Ich erzähl dir ein Geheimnis …

Vorschau

BASTEI ENTERTAINMENT

Vollständige E-Book-Ausgabe der beim Bastei Verlag erschienenen Romanheftausgabe

Bastei Entertainment in der Bastei Lübbe AG

© 2016 by Bastei Lübbe AG, Köln

Verlagsleiter Romanhefte: Dr. Florian Marzin

Verantwortlich für den Inhalt

Titelbild: shutterstock / Romrodphoto

Datenkonvertierung E-Book: Blickpunkt Werbe- und Verlagsgesellschaft mbH, Satzstudio Potsdam

ISBN 978-3-7325-4091-4

www.bastei-entertainment.de

www.lesejury.de

Ich erzähl dir ein Geheimnis …

Packender Roman um eine mutige Tat

Von Carolin Thanner

Seit vielen Jahre ist Angus Stadler Pfarrer der kleinen Gemeinde Hainzenberg im Zillertal. Er kennt seine »Schäfchen« in- und auswendig, weiß um ihre Fehler und Schwächen. Die Menschen sind nun mal nicht fehlerfrei, doch wer aufrichtig seine Sünden bereut, der findet bei ihm Vergebung.

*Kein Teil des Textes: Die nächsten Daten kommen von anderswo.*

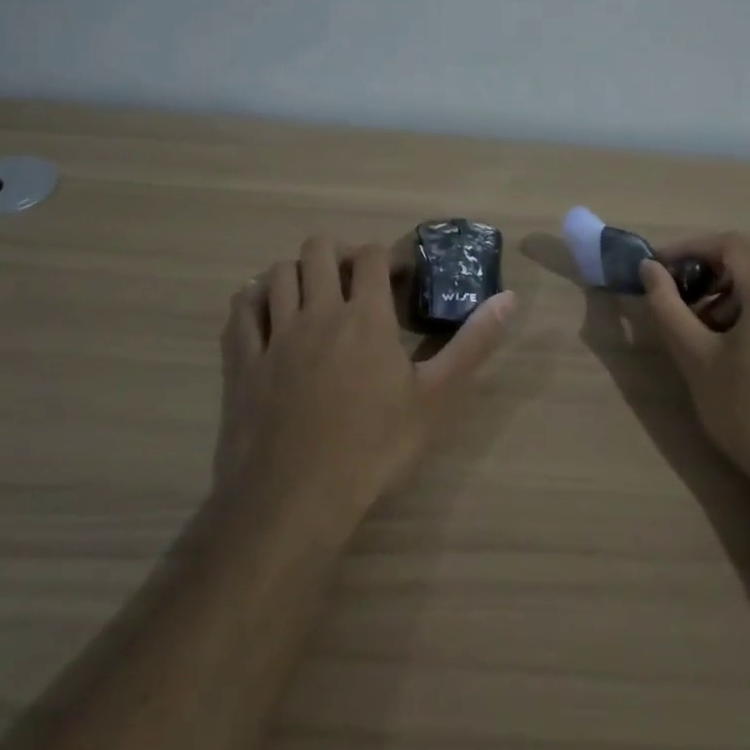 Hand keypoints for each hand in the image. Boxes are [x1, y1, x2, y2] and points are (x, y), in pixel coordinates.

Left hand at [220, 236, 515, 523]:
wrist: (297, 500)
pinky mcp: (242, 361)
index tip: (396, 278)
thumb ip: (473, 344)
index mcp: (365, 316)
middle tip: (352, 283)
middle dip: (338, 254)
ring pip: (278, 273)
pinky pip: (240, 311)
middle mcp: (317, 311)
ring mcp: (274, 334)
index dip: (385, 257)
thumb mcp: (437, 399)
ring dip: (296, 273)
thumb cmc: (374, 449)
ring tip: (311, 295)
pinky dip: (253, 300)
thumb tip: (509, 298)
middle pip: (318, 250)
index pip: (371, 256)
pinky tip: (265, 312)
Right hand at [639, 233, 749, 504]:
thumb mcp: (696, 359)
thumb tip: (650, 269)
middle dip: (705, 280)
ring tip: (699, 341)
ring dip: (725, 303)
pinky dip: (749, 321)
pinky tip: (732, 361)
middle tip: (674, 310)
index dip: (688, 248)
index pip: (730, 244)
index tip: (657, 270)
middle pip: (748, 267)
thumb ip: (668, 307)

Auch jetzt sitzt Angus Stadler auf seinem Platz im Beichtstuhl, als er auf der anderen Seite der vergitterten Öffnung leise Atemzüge hört. Doch diesmal wird ihm im Flüsterton weder von Neid und Missgunst noch von Zank und Ehebruch berichtet. Die Beichte der jungen Frau beginnt mit: »Ich hab ein Leben auf dem Gewissen, Herr Pfarrer!«

Dös ist a Kreuz mit dem Kreuz!

Ein Stöhnen rutschte Pfarrer Angus Stadler über die Lippen, als er sich nach der Morgenzeitung bückte. Warum hatte ihm das Blatt vom Kaffeetisch rutschen müssen?

Sein Rücken protestierte mit einem heftigen Stechen gegen die Bewegung. Er stemmte eine Hand auf die schmerzende Stelle und überlegte sich: Was könnte ich noch alles erledigen, wo ich schon mal hier unten bin? Unter der Eckbank haben sich allerhand Staubmäuse angesammelt. Ich sollte der Franzi Bescheid sagen, damit sie mal wieder zum Putzen rüberkommt.

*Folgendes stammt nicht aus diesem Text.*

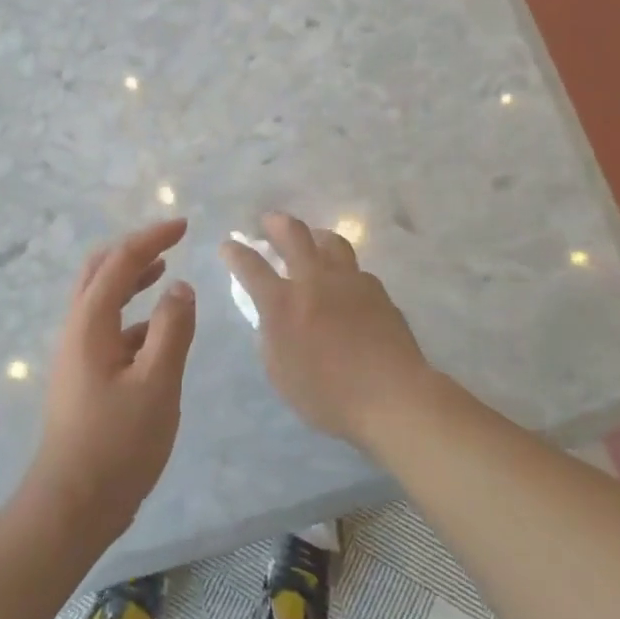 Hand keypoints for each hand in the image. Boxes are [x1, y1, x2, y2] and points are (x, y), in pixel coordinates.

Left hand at [24, 219, 196, 539]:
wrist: (73, 503)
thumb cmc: (118, 442)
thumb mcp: (157, 383)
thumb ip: (172, 329)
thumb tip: (180, 286)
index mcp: (91, 322)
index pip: (120, 261)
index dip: (152, 238)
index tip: (183, 226)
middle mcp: (77, 328)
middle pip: (99, 271)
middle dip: (134, 250)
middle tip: (169, 243)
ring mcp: (76, 353)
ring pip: (101, 299)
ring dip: (130, 279)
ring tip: (164, 273)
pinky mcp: (83, 376)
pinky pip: (107, 328)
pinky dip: (132, 315)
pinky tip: (158, 333)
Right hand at [221, 213, 434, 447]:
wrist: (391, 397)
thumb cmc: (327, 395)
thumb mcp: (279, 372)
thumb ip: (270, 336)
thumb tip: (271, 317)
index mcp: (283, 303)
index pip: (251, 266)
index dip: (235, 253)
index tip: (228, 245)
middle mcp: (314, 281)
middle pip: (293, 235)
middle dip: (276, 223)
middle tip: (269, 222)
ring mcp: (350, 281)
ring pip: (331, 241)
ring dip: (315, 236)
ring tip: (311, 240)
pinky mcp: (377, 291)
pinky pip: (356, 270)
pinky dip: (343, 270)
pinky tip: (345, 284)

Angus Stadler richtete sich schnaufend auf und legte die Zeitung zurück auf den Frühstückstisch. Seine Wangen waren warm geworden, und sein Ischias zwackte, als würde ein Brieföffner in seinem unteren Rücken stecken.

Er sehnte sich danach, sich auszustrecken und die Beine auf einem Stapel Kissen zu lagern. Das war die einzige Position, in der sich sein Rücken nicht anfühlte, als würde jemand den besagten Brieföffner herumdrehen. Doch von der nahen Dorfkirche mahnte die Kirchglocke die achte Stunde an. Es war Zeit für seine Stunde im Beichtstuhl!

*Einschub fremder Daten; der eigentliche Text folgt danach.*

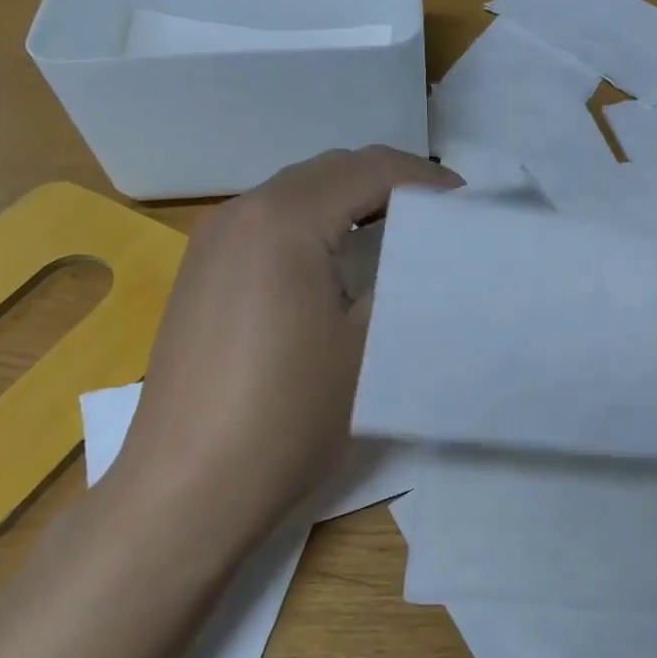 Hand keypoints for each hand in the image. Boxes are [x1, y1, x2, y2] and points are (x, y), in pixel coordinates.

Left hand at [105, 146, 458, 540]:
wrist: (188, 488)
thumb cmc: (288, 414)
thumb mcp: (367, 346)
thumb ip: (402, 281)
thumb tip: (430, 253)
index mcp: (283, 220)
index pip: (368, 169)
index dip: (426, 180)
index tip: (468, 205)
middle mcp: (239, 214)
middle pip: (329, 172)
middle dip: (389, 183)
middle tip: (440, 218)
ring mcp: (212, 244)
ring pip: (296, 195)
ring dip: (351, 203)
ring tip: (399, 236)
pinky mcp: (202, 275)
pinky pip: (269, 225)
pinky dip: (315, 227)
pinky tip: (338, 266)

Angus leerte den Kaffeebecher – koffeinfrei, weil der Arzt ihn erst letzte Woche wegen seines hohen Blutdrucks ermahnt hatte – und stapfte aus dem Pfarrhaus hinüber zur Kirche.

Das Gotteshaus stand im Zentrum der Gemeinde Hainzenberg im Zillertal. Die weißen Mauern schienen mit den beiden roten Zwiebeltürmen in der Frühlingssonne um die Wette zu leuchten. Links und rechts des Eingangs blühten Narzissen. Sie leuchteten golden, als hätten sich pure Sonnenstrahlen zu den Blüten geformt.

Angus Stadler betrat die Kirche und strebte dem Beichtstuhl zu. Das schrankartige, mit Schnitzwerk verzierte Möbelstück war in zwei Innenräume geteilt: einen für ihn selbst und einen für den Beichtenden. Der Pfarrer legte sich sorgsam seine Stola um, nahm auf dem Sitz Platz, welcher der Tür zugewandt war, und schob die Abdeckung der vergitterten Öffnung zurück. Auf der anderen Seite waren Atemzüge zu hören. Anscheinend war bereits jemand hier.

»Im Namen des Vaters und des Sohnes und des Heiligen Geistes. Amen«, flüsterte eine Stimme auf der anderen Seite, von der unmöglich zu sagen war, zu wem sie gehörte. Es konnte jemand aus dem Dorf sein, aber auch ein Besucher von außerhalb. Das war nicht auszumachen.

»Gott, der unser Herz erleuchtet, schenke dir Erkenntnis deiner Sünden und seine Barmherzigkeit«, sagte Angus sanft.

»Amen. Bitte vergeben Sie mir, denn ich habe gesündigt«, wisperte die Stimme.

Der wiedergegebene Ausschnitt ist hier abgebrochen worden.